A liberdade da alma consiste num processo intrínseco à sua essência; ela
precisa ascender da sua condição material, para alcançar em seu caminho, a
libertação de sua inferioridade, para daí, chegar ao que é real e perfeito, incorruptível,
a Inteligência divina. Portanto se durante esse processo “a Alma se detém na
metade do percurso, antes de chegar às alturas supremas, então ela terá uma
vida remediada e permanecerá no nível médio de si mesma” (PLOTINO, 2002, p. 66; En. XI);
e em sua espécie
singular, instala-se numa contínua seqüência de atos que se estendem
permanentemente em busca de se aperfeiçoar na Inteligência, de onde ela provém,
“embora cada parte diferencie-se da outra e a anterior não se perca na
posterior” (PLOTINO, 2002, p.
66; En. XI).
Resumindo: Plotino explica perfeitamente que por meio da contemplação do
Uno, o ato gerador é constante. A cada transbordamento emana-se um ser
distinto, que retorna ao Uno (a fonte geradora), e desse retorno há um
aperfeiçoamento do ser, uma assemelhação que emite uma poderosa natureza
emanadora; e cada emanação é descendente das posteriores e assim
consecutivamente e eternamente.
A via para a contemplação do Uno (Deus)
Em Plotino, no que diz respeito à experiência contemplativa de Deus
nota-se a necessidade de uma conversão, a qual exige rigor consigo mesmo para a
tão desejada visão do Belo, do Bem: “Como Bem, ele é desejado e o desejo tende
para ele; mas só o alcançam aqueles que se elevam à região superior e se
despojam das vestes que colocaram em sua descida” (PLOTINO, 2002, p. 30; En. I). Entende-se daí que, para
realizar o desejo e a busca da fonte de origem é preciso uma mudança interior,
um esvaziamento de todas as coisas e de si mesmo, possibilitando uma autopurificação
para assim, então, ascender-se e “até que, tendo abandonado nessa subida tudo o
que é estranho a Deus, vejam sozinhos, em seu isolamento, simplicidade e
pureza” (PLOTINO, 2002, p. 30;
En. I).
O despojamento significa desprendimento de todas as coisas, num ato
consciente de se conectar ao máximo naquilo que se quer, buscando nos próprios
atos o “Ser do qual tudo depende, para o qual todos os olhares se dirigem” (PLOTINO, 2002, p. 30; En. I). Essa
contemplação do Belo e do Bem é o máximo a que aspira e pretende a alma chegar,
e a contemplação constante é a chave da vida para superar as leis da matéria,
que impedem de se chegar ao topo, “do qual provêm o ser, a vida e o pensamento,
pois é a causa da Vida, da Inteligência e do Ser” (PLOTINO, 2002, p. 30; En. I).

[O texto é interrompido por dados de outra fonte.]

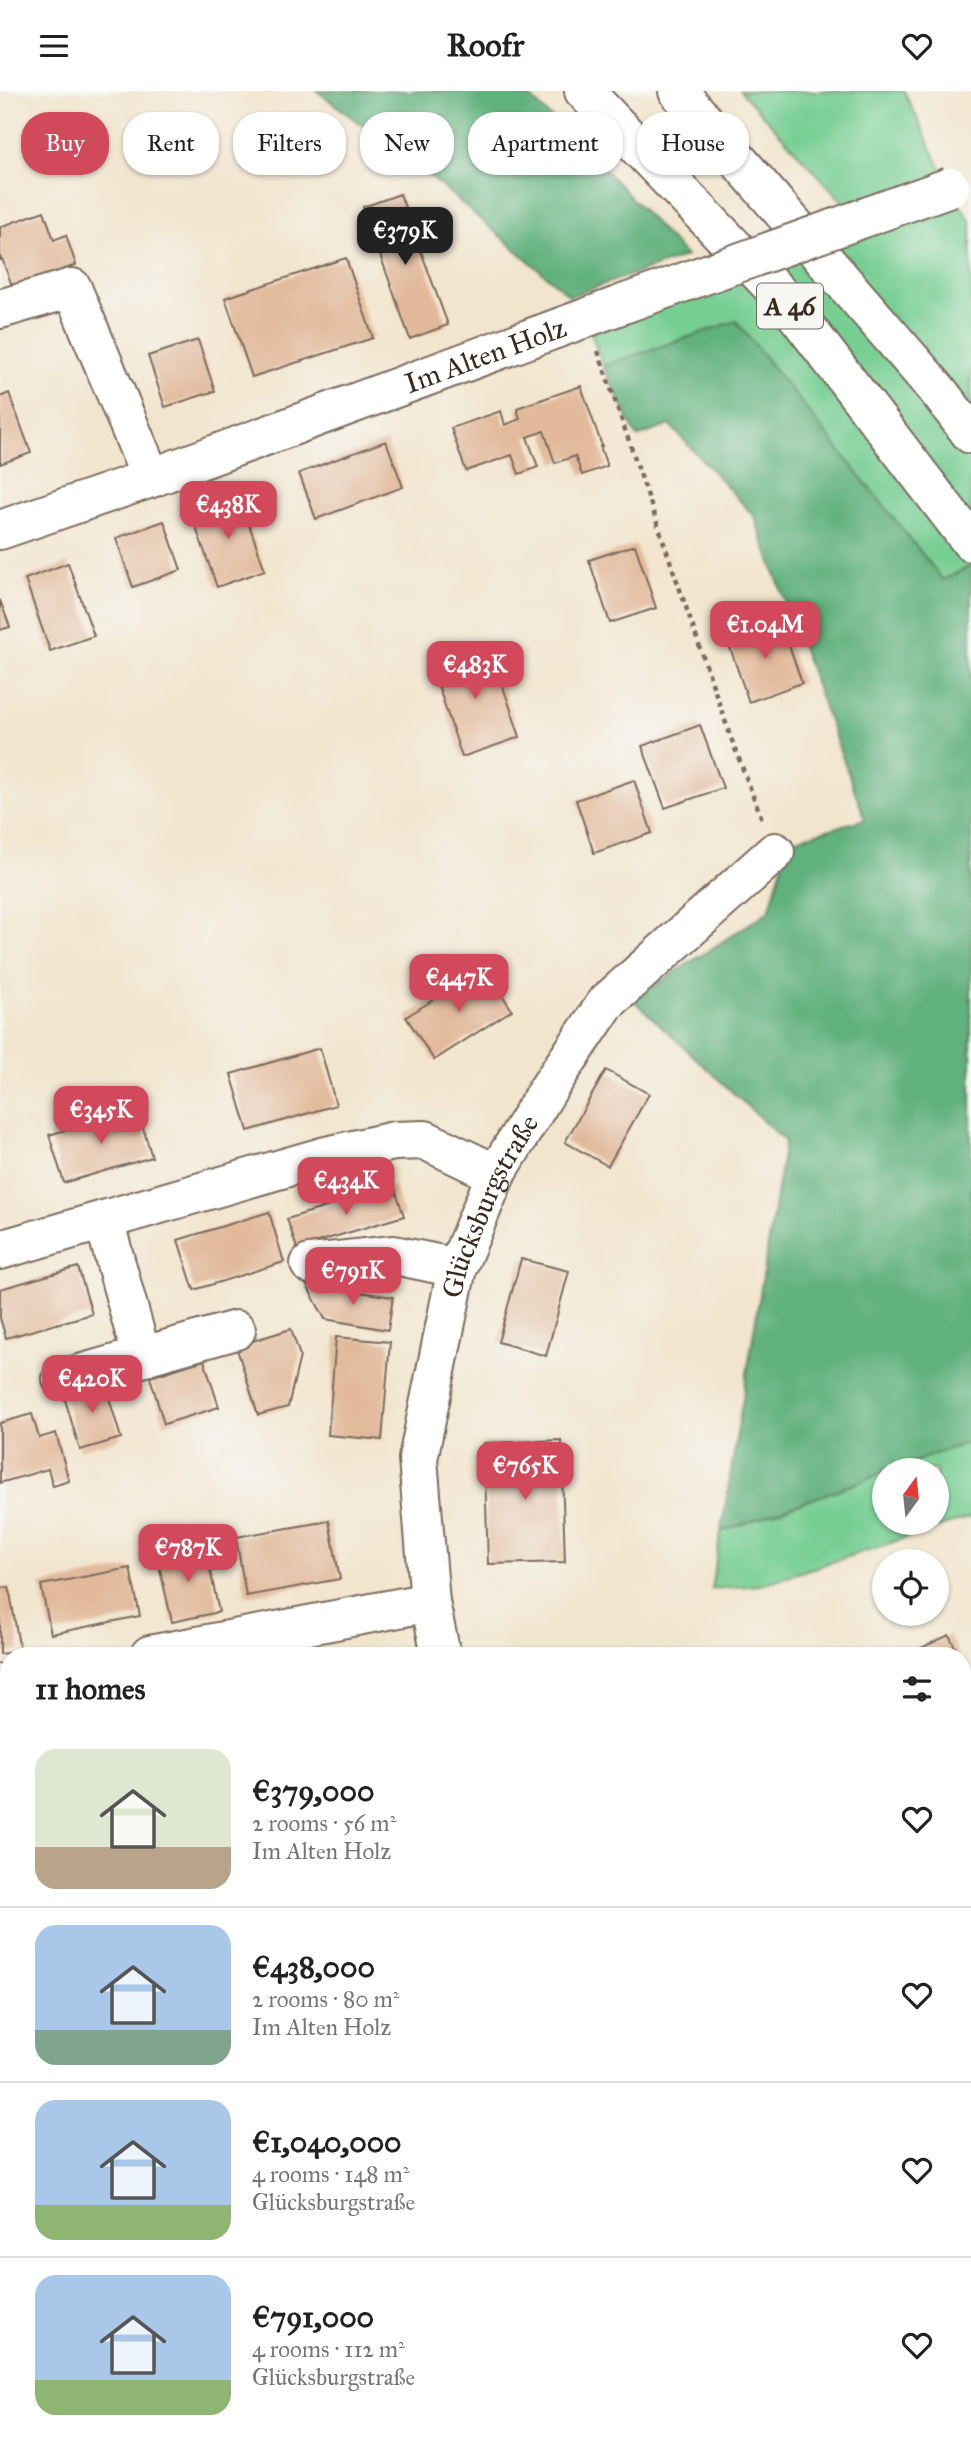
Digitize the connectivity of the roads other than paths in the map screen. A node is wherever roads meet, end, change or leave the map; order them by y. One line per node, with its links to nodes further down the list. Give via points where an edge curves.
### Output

Este licopolitano adota com exclusividade a transcendência como a
comunicação da vida divina para dentro do mundo. “Então, começa para a Alma a
maior de todas as lutas: ela emprega todo o seu esforço para não ser privada
dessa alta contemplação” (PLOTINO,
2002, p. 31; En. I). Esta ação constitui o que Plotino chama de êxtase,
realidade fundante da Alma penetrada da seiva generosa de Deus, por meio de sua
Beleza máxima e acima de todas já vistas. “O infeliz é quem não encontrou o
Belo, e apenas ele” (PLOTINO, 2002,
p. 31; En. I). Entender isso é entender que só é possível contemplar o
verdadeiro e primeiro Belo, se projetando através de si mesmo para além de si
mesmo, “é renunciar aos reinos e a dominação da terra, do mar e do céu, uma vez
que só abandonando e desprezando essas coisas é possível voltar-se para ele e
vê-lo” (PLOTINO, 2002, p.
31-32; En. I).
A doutrina de Plotino é bastante persistente quanto às regras de superar
os limites que impedem a possível visão da grande Beleza. Para ele “jamais uma
Alma poderia contemplar a Beleza suprema se antes não tornasse bela” (PLOTINO, 2002, p. 34; En. I). Daí entende-se quando ele fala da necessidade
de se assemelhar ao objeto de desejo, lançando-se de uma extremidade à outra,
como por exemplo: para se contemplar o Bem, seria necessário tornar-se bom,
onde o ato de contemplação fizesse reflexo ao ser contemplado.
Para entender melhor essa ideia é necessário meditar nas palavras do
próprio autor: “Portanto, que todo aquele que queira contemplar a Deus e ao Belo
se torne antes divino e belo” (PLOTINO,
2002, p. 34; En. I). Para isso é necessário o exercício da liberdade da
alma, pelo desprendimento do mundo sensível, por meio da ação inteligível (por
meio do intelecto), tendo como principal motivação a íntima união entre o
finito e o infinito, entre o ser emanado e o emanador, entre o humano e Deus,
numa dimensão ascendente a qual o autor das “Enéadas” enfatiza: “Tornando a
subir, chegará primeiro à Inteligência; verá que as ideias são belas e
reconhecerá que essa é a Beleza” (PLOTINO, 2002, p. 34; En. I).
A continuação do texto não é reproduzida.